(What to work on) Every record, apart from its pictures, should be repeated exactly.

---+---

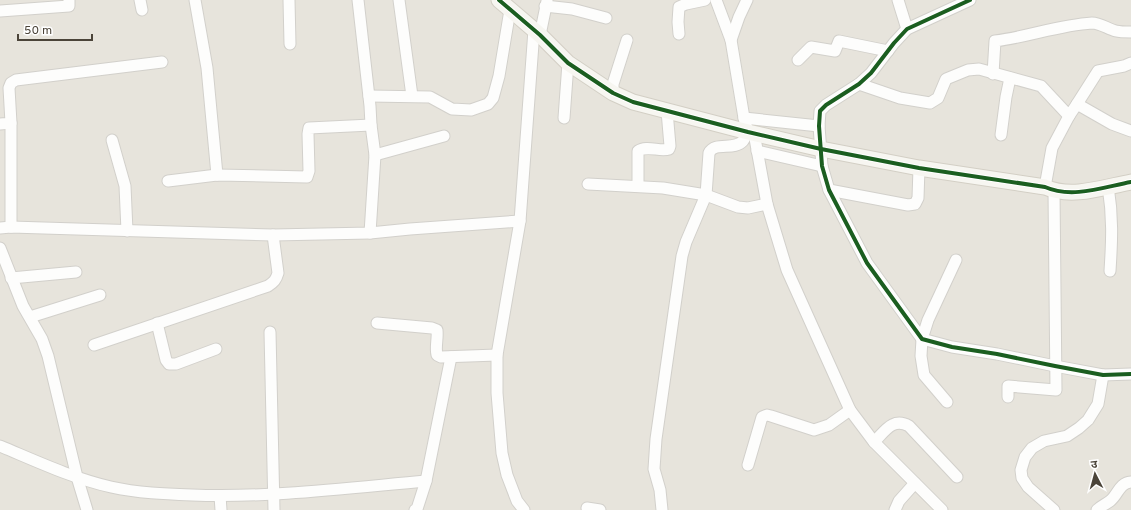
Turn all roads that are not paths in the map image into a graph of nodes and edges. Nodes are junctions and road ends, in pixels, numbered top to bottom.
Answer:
1 (69, 0) edge
2 (195, 0) edge
3 (288, 0) edge
4 (358, 0) edge
5 (399, 0) edge
6 (705, 0) edge
7 (716, 0) edge
8 (747, 0) edge
9 (898, 0) edge
10 (970, 0) edge
11 (546, 3) edge
12 (953, 4) edge
13 (505, 5) edge
14 (0, 11) edge
15 (606, 18) dead end
16 (907, 29) junction
17 (1131, 32) edge
18 (537, 33) junction
19 (679, 34) dead end
20 (627, 40) dead end
21 (731, 40) junction
22 (290, 44) dead end
23 (888, 51) junction
24 (798, 60) dead end
25 (162, 62) dead end
26 (568, 63) junction
27 (1131, 63) edge
28 (993, 74) junction
29 (1010, 78) junction
30 (859, 84) junction
31 (613, 93) junction
32 (369, 96) junction
33 (412, 96) junction
34 (1077, 104) junction
35 (667, 111) junction
36 (1069, 116) junction
37 (564, 118) dead end
38 (5, 124) edge
39 (370, 126) junction
40 (819, 126) junction
41 (749, 128) junction
42 (1131, 131) edge
43 (1001, 135) dead end
44 (444, 136) dead end
45 (112, 140) dead end
46 (821, 149) junction
47 (757, 150) junction
48 (375, 155) junction
49 (822, 166) junction
50 (919, 168) junction
51 (217, 175) junction
52 (168, 181) dead end
53 (1131, 182) edge
54 (588, 184) dead end
55 (638, 186) junction
56 (1108, 186) junction
57 (1050, 189) junction
58 (829, 190) junction
59 (706, 195) junction
60 (768, 204) junction
61 (520, 221) junction
62 (6, 227) edge
63 (127, 231) junction
64 (370, 233) junction
65 (273, 235) junction
66 (0, 248) edge
67 (956, 260) dead end
68 (1110, 271) dead end
69 (76, 272) dead end
70 (11, 278) junction
71 (100, 296) dead end
72 (30, 317) junction
73 (157, 323) junction
74 (377, 324) dead end
75 (270, 332) dead end
76 (922, 339) junction
77 (94, 345) dead end
78 (216, 349) dead end
79 (497, 355) junction
80 (451, 357) junction
81 (1055, 366) junction
82 (1103, 374) junction
83 (1131, 374) edge
84 (1008, 397) dead end
85 (947, 402) dead end
86 (850, 410) junction
87 (874, 442) junction
88 (0, 446) edge
89 (748, 465) dead end
90 (77, 477) junction
91 (957, 477) dead end
92 (426, 481) junction
93 (1131, 482) edge
94 (915, 483) junction
95 (274, 494) junction
96 (220, 496) junction
97 (587, 508) dead end
98 (87, 510) edge
99 (221, 510) edge
100 (274, 510) edge
101 (415, 510) edge
102 (524, 510) edge
103 (600, 510) edge
104 (662, 510) edge
105 (667, 510) edge
106 (672, 510) edge
107 (895, 510) edge
108 (942, 510) edge
109 (1054, 510) edge
110 (1097, 510) edge

1 - 14 street
2 - 51 street
3 - 22 street
4 - 32 street
5 - 33 street
6 - 19 street
7 - 21 street
8 - 21 street
9 - 16 street
10 - 12 street
11 - 15 street
11 - 18 street
12 - 16 street
13 - 18 street
13 - 33 street
16 - 23 street
17 - 28 street
18 - 26 street
18 - 61 street
20 - 31 street
21 - 41 street
23 - 24 street
23 - 30 street
25 - 38 street
26 - 31 street
26 - 37 street
27 - 34 street
28 - 29 street
28 - 30 street
29 - 36 street
29 - 43 street
30 - 40 street
31 - 35 street
32 - 33 street
32 - 39 street
34 - 36 street
34 - 42 street
35 - 41 street
35 - 55 street
36 - 57 street
38 - 62 street
39 - 48 street
39 - 51 street
40 - 41 street
40 - 46 street
41 - 46 street
41 - 47 street
41 - 59 street
44 - 48 street
45 - 63 street
46 - 49 street
46 - 50 street
47 - 49 street
47 - 60 street
48 - 64 street
49 - 58 street
50 - 57 street
50 - 58 street
51 - 52 street
53 - 56 street
54 - 55 street
55 - 59 street
56 - 57 street
56 - 68 street
57 - 81 street
58 - 76 street
59 - 60 street
59 - 104 street
60 - 86 street
61 - 64 street
61 - 79 street
62 - 63 street
63 - 65 street
64 - 65 street
65 - 73 street
66 - 70 street
67 - 76 street
69 - 70 street
70 - 72 street
71 - 72 street
72 - 90 street
73 - 77 street
73 - 78 street
74 - 80 street
75 - 95 street
76 - 81 street
76 - 85 street
79 - 80 street
79 - 102 street
80 - 92 street
81 - 82 street
81 - 84 street
82 - 83 street
82 - 109 street
86 - 87 street
86 - 89 street
87 - 91 street
87 - 94 street
88 - 90 street
90 - 96 street
90 - 98 street
92 - 95 street
92 - 101 street
93 - 110 street
94 - 107 street
94 - 108 street
95 - 96 street
95 - 100 street
96 - 99 street
97 - 103 street
105 - 106 street

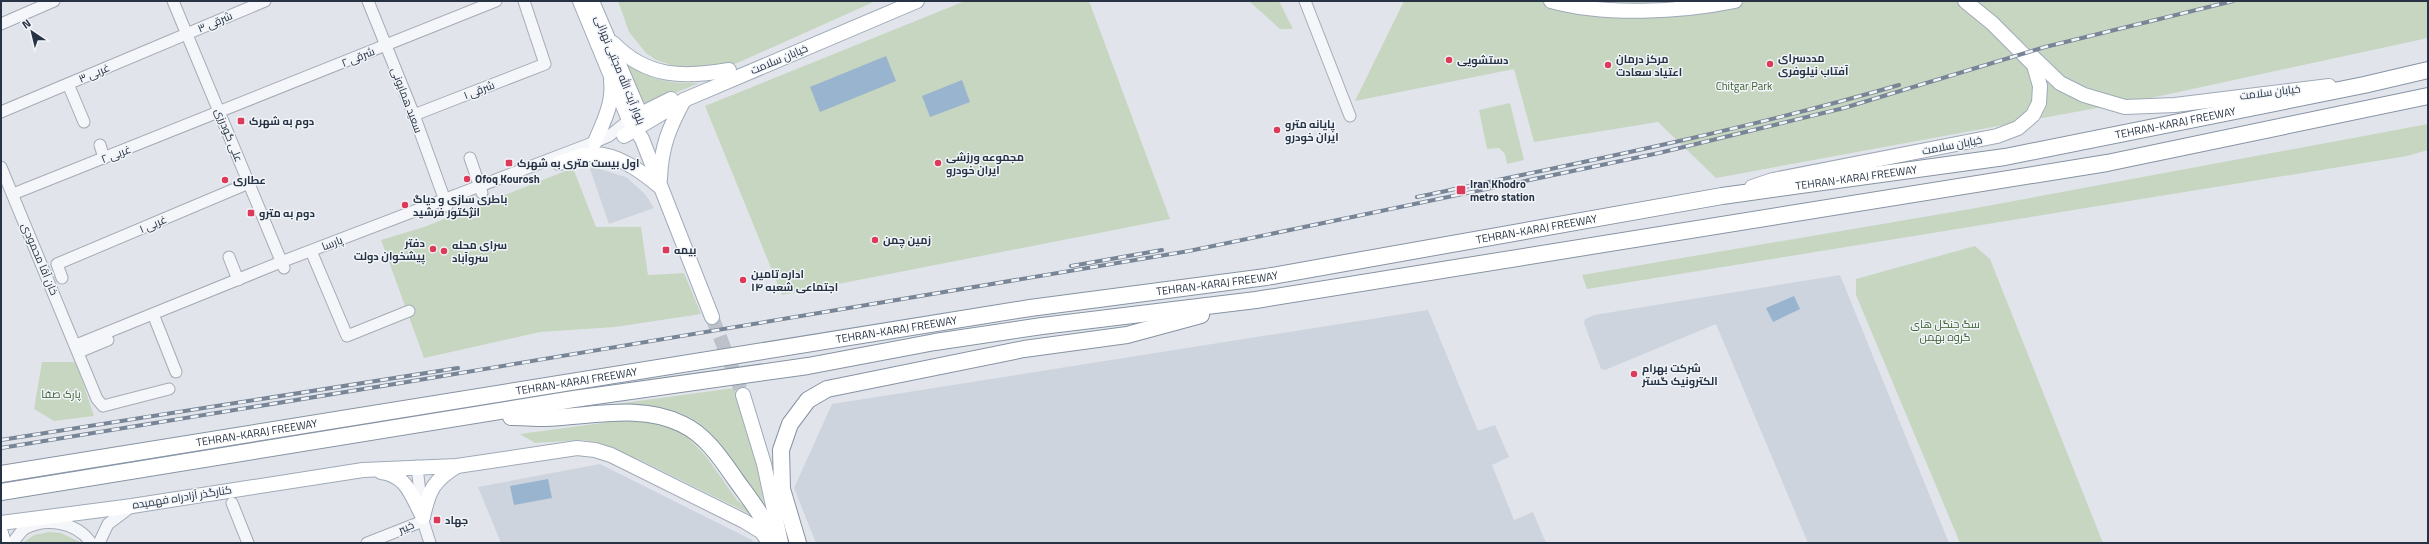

---+---

(Response to this exercise)
Turn all roads that are not paths in the map image into a graph of nodes and edges. Nodes are junctions and road ends, in pixels, numbered top to bottom.
Answer:
1 (69, 0) edge
2 (195, 0) edge
3 (288, 0) edge
4 (358, 0) edge
5 (399, 0) edge
6 (705, 0) edge
7 (716, 0) edge
8 (747, 0) edge
9 (898, 0) edge
10 (970, 0) edge
11 (546, 3) edge
12 (953, 4) edge
13 (505, 5) edge
14 (0, 11) edge
15 (606, 18) dead end
16 (907, 29) junction
17 (1131, 32) edge
18 (537, 33) junction
19 (679, 34) dead end
20 (627, 40) dead end
21 (731, 40) junction
22 (290, 44) dead end
23 (888, 51) junction
24 (798, 60) dead end
25 (162, 62) dead end
26 (568, 63) junction
27 (1131, 63) edge
28 (993, 74) junction
29 (1010, 78) junction
30 (859, 84) junction
31 (613, 93) junction
32 (369, 96) junction
33 (412, 96) junction
34 (1077, 104) junction
35 (667, 111) junction
36 (1069, 116) junction
37 (564, 118) dead end
38 (5, 124) edge
39 (370, 126) junction
40 (819, 126) junction
41 (749, 128) junction
42 (1131, 131) edge
43 (1001, 135) dead end
44 (444, 136) dead end
45 (112, 140) dead end
46 (821, 149) junction
47 (757, 150) junction
48 (375, 155) junction
49 (822, 166) junction
50 (919, 168) junction
51 (217, 175) junction
52 (168, 181) dead end
53 (1131, 182) edge
54 (588, 184) dead end
55 (638, 186) junction
56 (1108, 186) junction
57 (1050, 189) junction
58 (829, 190) junction
59 (706, 195) junction
60 (768, 204) junction
61 (520, 221) junction
62 (6, 227) edge
63 (127, 231) junction
64 (370, 233) junction
65 (273, 235) junction
66 (0, 248) edge
67 (956, 260) dead end
68 (1110, 271) dead end
69 (76, 272) dead end
70 (11, 278) junction
71 (100, 296) dead end
72 (30, 317) junction
73 (157, 323) junction
74 (377, 324) dead end
75 (270, 332) dead end
76 (922, 339) junction
77 (94, 345) dead end
78 (216, 349) dead end
79 (497, 355) junction
80 (451, 357) junction
81 (1055, 366) junction
82 (1103, 374) junction
83 (1131, 374) edge
84 (1008, 397) dead end
85 (947, 402) dead end
86 (850, 410) junction
87 (874, 442) junction
88 (0, 446) edge
89 (748, 465) dead end
90 (77, 477) junction
91 (957, 477) dead end
92 (426, 481) junction
93 (1131, 482) edge
94 (915, 483) junction
95 (274, 494) junction
96 (220, 496) junction
97 (587, 508) dead end
98 (87, 510) edge
99 (221, 510) edge
100 (274, 510) edge
101 (415, 510) edge
102 (524, 510) edge
103 (600, 510) edge
104 (662, 510) edge
105 (667, 510) edge
106 (672, 510) edge
107 (895, 510) edge
108 (942, 510) edge
109 (1054, 510) edge
110 (1097, 510) edge

1 - 14 street
2 - 51 street
3 - 22 street
4 - 32 street
5 - 33 street
6 - 19 street
7 - 21 street
8 - 21 street
9 - 16 street
10 - 12 street
11 - 15 street
11 - 18 street
12 - 16 street
13 - 18 street
13 - 33 street
16 - 23 street
17 - 28 street
18 - 26 street
18 - 61 street
20 - 31 street
21 - 41 street
23 - 24 street
23 - 30 street
25 - 38 street
26 - 31 street
26 - 37 street
27 - 34 street
28 - 29 street
28 - 30 street
29 - 36 street
29 - 43 street
30 - 40 street
31 - 35 street
32 - 33 street
32 - 39 street
34 - 36 street
34 - 42 street
35 - 41 street
35 - 55 street
36 - 57 street
38 - 62 street
39 - 48 street
39 - 51 street
40 - 41 street
40 - 46 street
41 - 46 street
41 - 47 street
41 - 59 street
44 - 48 street
45 - 63 street
46 - 49 street
46 - 50 street
47 - 49 street
47 - 60 street
48 - 64 street
49 - 58 street
50 - 57 street
50 - 58 street
51 - 52 street
53 - 56 street
54 - 55 street
55 - 59 street
56 - 57 street
56 - 68 street
57 - 81 street
58 - 76 street
59 - 60 street
59 - 104 street
60 - 86 street
61 - 64 street
61 - 79 street
62 - 63 street
63 - 65 street
64 - 65 street
65 - 73 street
66 - 70 street
67 - 76 street
69 - 70 street
70 - 72 street
71 - 72 street
72 - 90 street
73 - 77 street
73 - 78 street
74 - 80 street
75 - 95 street
76 - 81 street
76 - 85 street
79 - 80 street
79 - 102 street
80 - 92 street
81 - 82 street
81 - 84 street
82 - 83 street
82 - 109 street
86 - 87 street
86 - 89 street
87 - 91 street
87 - 94 street
88 - 90 street
90 - 96 street
90 - 98 street
92 - 95 street
92 - 101 street
93 - 110 street
94 - 107 street
94 - 108 street
95 - 96 street
95 - 100 street
96 - 99 street
97 - 103 street
105 - 106 street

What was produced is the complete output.